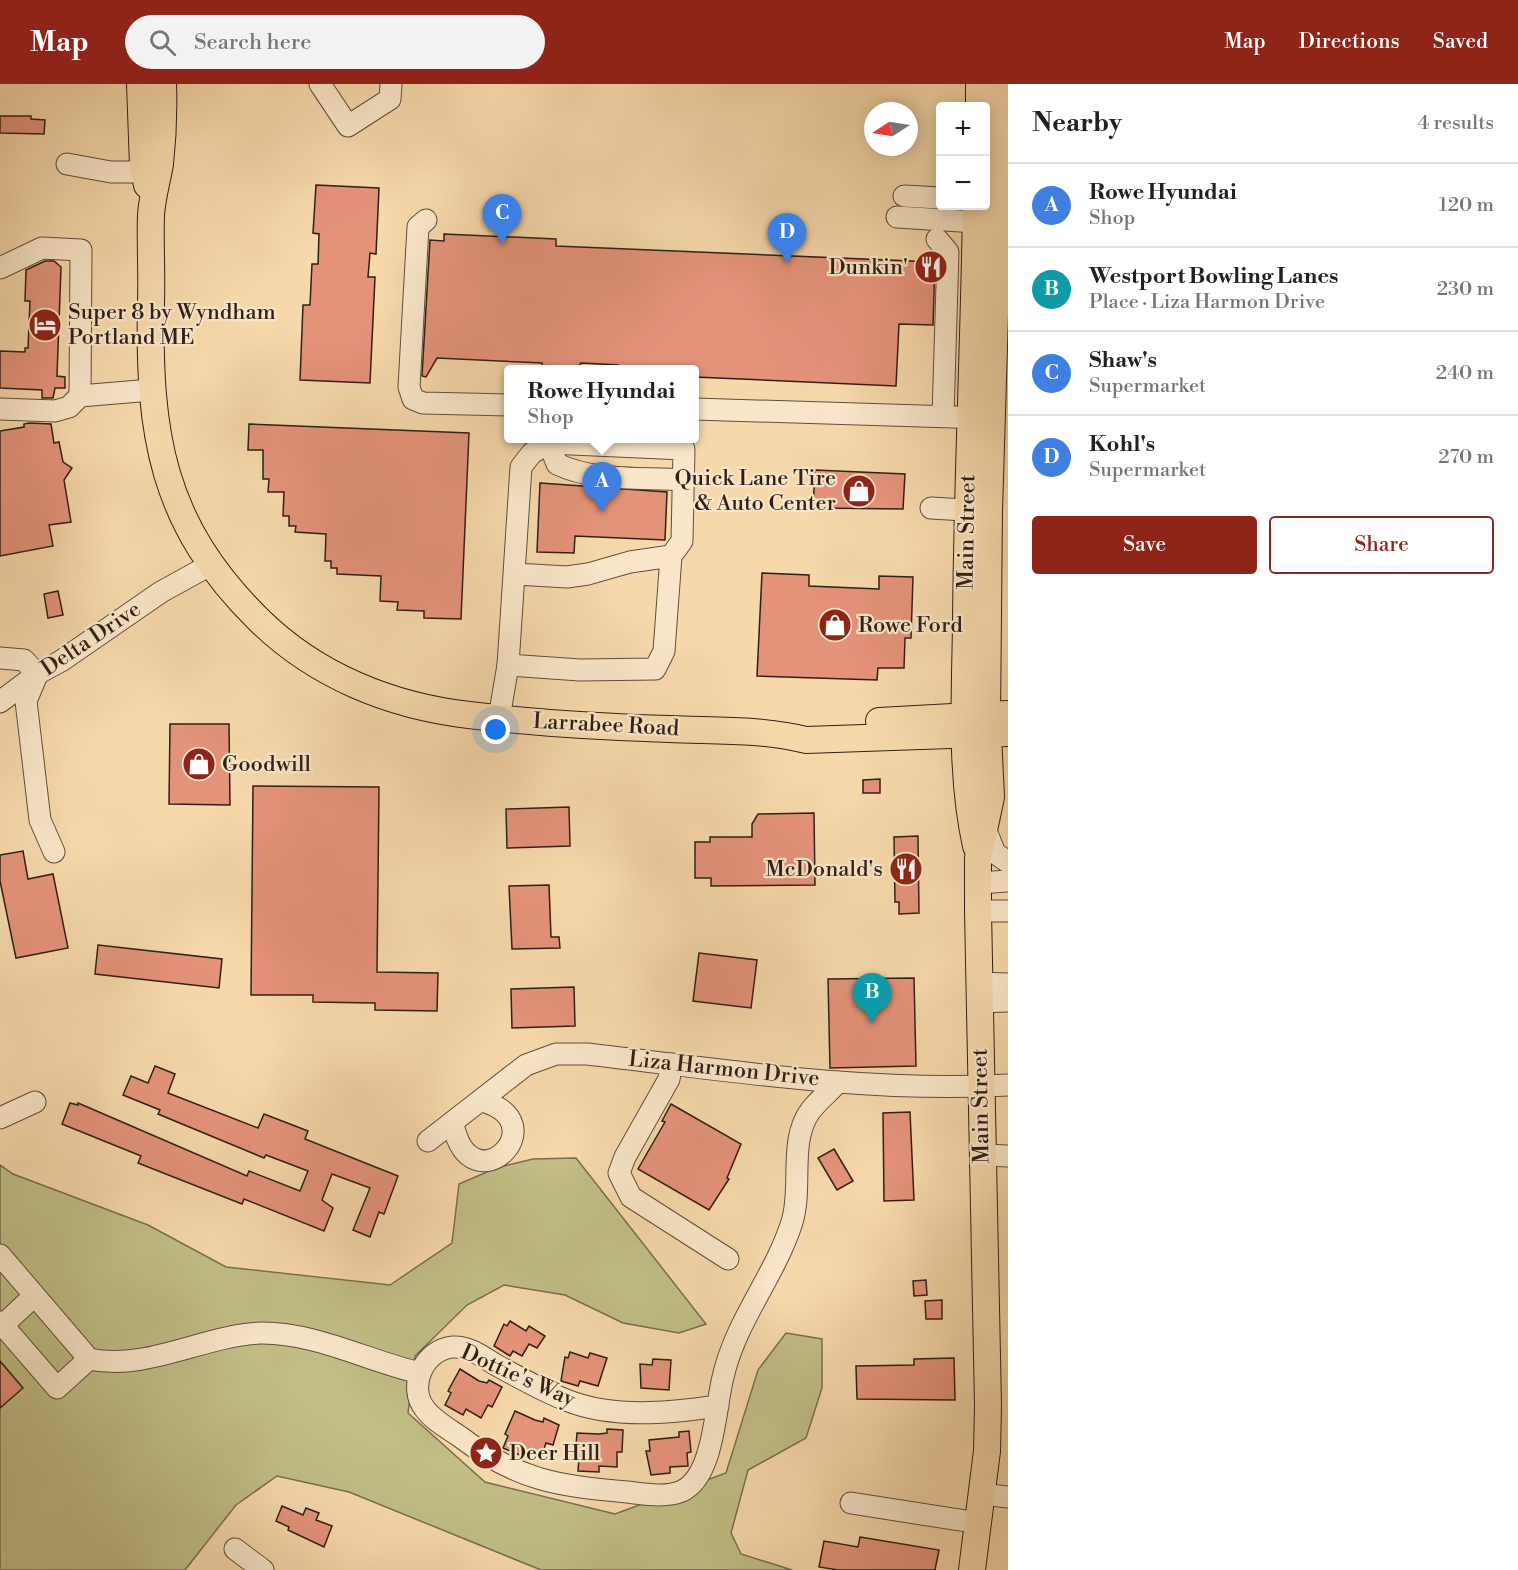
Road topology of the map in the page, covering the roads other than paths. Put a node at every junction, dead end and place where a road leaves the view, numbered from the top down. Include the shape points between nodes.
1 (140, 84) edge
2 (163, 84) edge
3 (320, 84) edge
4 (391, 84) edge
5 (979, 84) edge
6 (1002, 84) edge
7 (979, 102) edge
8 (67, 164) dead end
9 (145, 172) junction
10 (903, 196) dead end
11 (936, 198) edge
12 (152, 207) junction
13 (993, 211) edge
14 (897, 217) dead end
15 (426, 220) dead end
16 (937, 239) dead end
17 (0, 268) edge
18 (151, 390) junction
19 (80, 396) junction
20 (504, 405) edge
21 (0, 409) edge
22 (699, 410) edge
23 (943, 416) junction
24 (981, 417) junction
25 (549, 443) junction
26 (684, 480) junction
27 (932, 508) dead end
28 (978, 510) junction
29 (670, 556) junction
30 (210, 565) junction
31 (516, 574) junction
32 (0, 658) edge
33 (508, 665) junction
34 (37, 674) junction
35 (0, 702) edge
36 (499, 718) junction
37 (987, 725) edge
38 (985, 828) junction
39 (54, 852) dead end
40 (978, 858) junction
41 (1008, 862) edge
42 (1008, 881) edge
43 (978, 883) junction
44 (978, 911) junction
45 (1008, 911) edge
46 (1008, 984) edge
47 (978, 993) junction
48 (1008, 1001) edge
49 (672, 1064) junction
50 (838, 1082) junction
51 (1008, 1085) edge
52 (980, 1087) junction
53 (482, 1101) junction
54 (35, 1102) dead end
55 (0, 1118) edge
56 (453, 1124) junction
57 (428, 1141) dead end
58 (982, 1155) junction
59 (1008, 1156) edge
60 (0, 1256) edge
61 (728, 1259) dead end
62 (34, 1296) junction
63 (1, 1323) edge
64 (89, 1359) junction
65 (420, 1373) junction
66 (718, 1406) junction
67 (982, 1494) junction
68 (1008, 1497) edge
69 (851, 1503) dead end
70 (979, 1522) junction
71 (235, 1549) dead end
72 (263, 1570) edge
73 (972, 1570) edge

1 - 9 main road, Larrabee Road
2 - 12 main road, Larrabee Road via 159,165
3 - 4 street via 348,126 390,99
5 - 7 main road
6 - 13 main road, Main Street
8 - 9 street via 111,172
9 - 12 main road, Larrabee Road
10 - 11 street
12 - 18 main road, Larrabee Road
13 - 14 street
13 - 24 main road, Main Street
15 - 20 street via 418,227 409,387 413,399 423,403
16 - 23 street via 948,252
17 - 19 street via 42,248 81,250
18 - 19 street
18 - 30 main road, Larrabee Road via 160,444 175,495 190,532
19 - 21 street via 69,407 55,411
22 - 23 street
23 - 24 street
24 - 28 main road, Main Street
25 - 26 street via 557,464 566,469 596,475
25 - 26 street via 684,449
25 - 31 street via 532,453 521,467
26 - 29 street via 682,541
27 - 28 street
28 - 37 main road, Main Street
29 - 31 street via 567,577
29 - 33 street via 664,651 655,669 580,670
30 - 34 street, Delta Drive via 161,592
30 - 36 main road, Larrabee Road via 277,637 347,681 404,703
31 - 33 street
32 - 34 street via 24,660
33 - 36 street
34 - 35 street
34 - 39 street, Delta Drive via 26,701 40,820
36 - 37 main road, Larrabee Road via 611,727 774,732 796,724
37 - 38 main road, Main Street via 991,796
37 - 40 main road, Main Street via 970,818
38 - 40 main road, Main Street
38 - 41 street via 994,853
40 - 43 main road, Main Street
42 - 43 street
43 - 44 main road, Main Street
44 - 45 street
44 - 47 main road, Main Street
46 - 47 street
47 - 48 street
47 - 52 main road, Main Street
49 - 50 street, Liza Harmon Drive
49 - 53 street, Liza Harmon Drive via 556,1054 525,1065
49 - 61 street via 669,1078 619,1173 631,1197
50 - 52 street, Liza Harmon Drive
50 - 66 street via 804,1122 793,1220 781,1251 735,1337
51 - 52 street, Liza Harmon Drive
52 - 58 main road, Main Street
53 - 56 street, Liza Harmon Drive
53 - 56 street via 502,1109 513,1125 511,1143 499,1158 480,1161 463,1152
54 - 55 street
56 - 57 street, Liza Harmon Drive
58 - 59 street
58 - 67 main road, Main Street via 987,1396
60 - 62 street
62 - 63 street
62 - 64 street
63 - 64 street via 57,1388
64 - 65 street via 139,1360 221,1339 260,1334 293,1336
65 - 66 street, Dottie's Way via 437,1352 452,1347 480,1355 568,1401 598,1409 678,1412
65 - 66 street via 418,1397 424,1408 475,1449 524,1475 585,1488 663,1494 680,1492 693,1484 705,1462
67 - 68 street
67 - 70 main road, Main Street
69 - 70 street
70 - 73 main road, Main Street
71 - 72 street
______
● **Your objective**
When a picture appears in the material, please pass over it while retyping the rest exactly.

● **Result of this task**
Road topology of the map in the page, covering the roads other than paths. Put a node at every junction, dead end and place where a road leaves the view, numbered from the top down. Include the shape points between nodes.
1 (140, 84) edge
2 (163, 84) edge
3 (320, 84) edge
4 (391, 84) edge
5 (979, 84) edge
6 (1002, 84) edge
7 (979, 102) edge
8 (67, 164) dead end
9 (145, 172) junction
10 (903, 196) dead end
11 (936, 198) edge
12 (152, 207) junction
13 (993, 211) edge
14 (897, 217) dead end
15 (426, 220) dead end
16 (937, 239) dead end
17 (0, 268) edge
18 (151, 390) junction
19 (80, 396) junction
20 (504, 405) edge
21 (0, 409) edge
22 (699, 410) edge
23 (943, 416) junction
24 (981, 417) junction
25 (549, 443) junction
26 (684, 480) junction
27 (932, 508) dead end
28 (978, 510) junction
29 (670, 556) junction
30 (210, 565) junction
31 (516, 574) junction
32 (0, 658) edge
33 (508, 665) junction
34 (37, 674) junction
35 (0, 702) edge
36 (499, 718) junction
37 (987, 725) edge
38 (985, 828) junction
39 (54, 852) dead end
40 (978, 858) junction
41 (1008, 862) edge
42 (1008, 881) edge
43 (978, 883) junction
44 (978, 911) junction
45 (1008, 911) edge
46 (1008, 984) edge
47 (978, 993) junction
48 (1008, 1001) edge
49 (672, 1064) junction
50 (838, 1082) junction
51 (1008, 1085) edge
52 (980, 1087) junction
53 (482, 1101) junction
54 (35, 1102) dead end
55 (0, 1118) edge
56 (453, 1124) junction
57 (428, 1141) dead end
58 (982, 1155) junction
59 (1008, 1156) edge
60 (0, 1256) edge
61 (728, 1259) dead end
62 (34, 1296) junction
63 (1, 1323) edge
64 (89, 1359) junction
65 (420, 1373) junction
66 (718, 1406) junction
67 (982, 1494) junction
68 (1008, 1497) edge
69 (851, 1503) dead end
70 (979, 1522) junction
71 (235, 1549) dead end
72 (263, 1570) edge
73 (972, 1570) edge

1 - 9 main road, Larrabee Road
2 - 12 main road, Larrabee Road via 159,165
3 - 4 street via 348,126 390,99
5 - 7 main road
6 - 13 main road, Main Street
8 - 9 street via 111,172
9 - 12 main road, Larrabee Road
10 - 11 street
12 - 18 main road, Larrabee Road
13 - 14 street
13 - 24 main road, Main Street
15 - 20 street via 418,227 409,387 413,399 423,403
16 - 23 street via 948,252
17 - 19 street via 42,248 81,250
18 - 19 street
18 - 30 main road, Larrabee Road via 160,444 175,495 190,532
19 - 21 street via 69,407 55,411
22 - 23 street
23 - 24 street
24 - 28 main road, Main Street
25 - 26 street via 557,464 566,469 596,475
25 - 26 street via 684,449
25 - 31 street via 532,453 521,467
26 - 29 street via 682,541
27 - 28 street
28 - 37 main road, Main Street
29 - 31 street via 567,577
29 - 33 street via 664,651 655,669 580,670
30 - 34 street, Delta Drive via 161,592
30 - 36 main road, Larrabee Road via 277,637 347,681 404,703
31 - 33 street
32 - 34 street via 24,660
33 - 36 street
34 - 35 street
34 - 39 street, Delta Drive via 26,701 40,820
36 - 37 main road, Larrabee Road via 611,727 774,732 796,724
37 - 38 main road, Main Street via 991,796
37 - 40 main road, Main Street via 970,818
38 - 40 main road, Main Street
38 - 41 street via 994,853
40 - 43 main road, Main Street
42 - 43 street
43 - 44 main road, Main Street
44 - 45 street
44 - 47 main road, Main Street
46 - 47 street
47 - 48 street
47 - 52 main road, Main Street
49 - 50 street, Liza Harmon Drive
49 - 53 street, Liza Harmon Drive via 556,1054 525,1065
49 - 61 street via 669,1078 619,1173 631,1197
50 - 52 street, Liza Harmon Drive
50 - 66 street via 804,1122 793,1220 781,1251 735,1337
51 - 52 street, Liza Harmon Drive
52 - 58 main road, Main Street
53 - 56 street, Liza Harmon Drive
53 - 56 street via 502,1109 513,1125 511,1143 499,1158 480,1161 463,1152
54 - 55 street
56 - 57 street, Liza Harmon Drive
58 - 59 street
58 - 67 main road, Main Street via 987,1396
60 - 62 street
62 - 63 street
62 - 64 street
63 - 64 street via 57,1388
64 - 65 street via 139,1360 221,1339 260,1334 293,1336
65 - 66 street, Dottie's Way via 437,1352 452,1347 480,1355 568,1401 598,1409 678,1412
65 - 66 street via 418,1397 424,1408 475,1449 524,1475 585,1488 663,1494 680,1492 693,1484 705,1462
67 - 68 street
67 - 70 main road, Main Street
69 - 70 street
70 - 73 main road, Main Street
71 - 72 street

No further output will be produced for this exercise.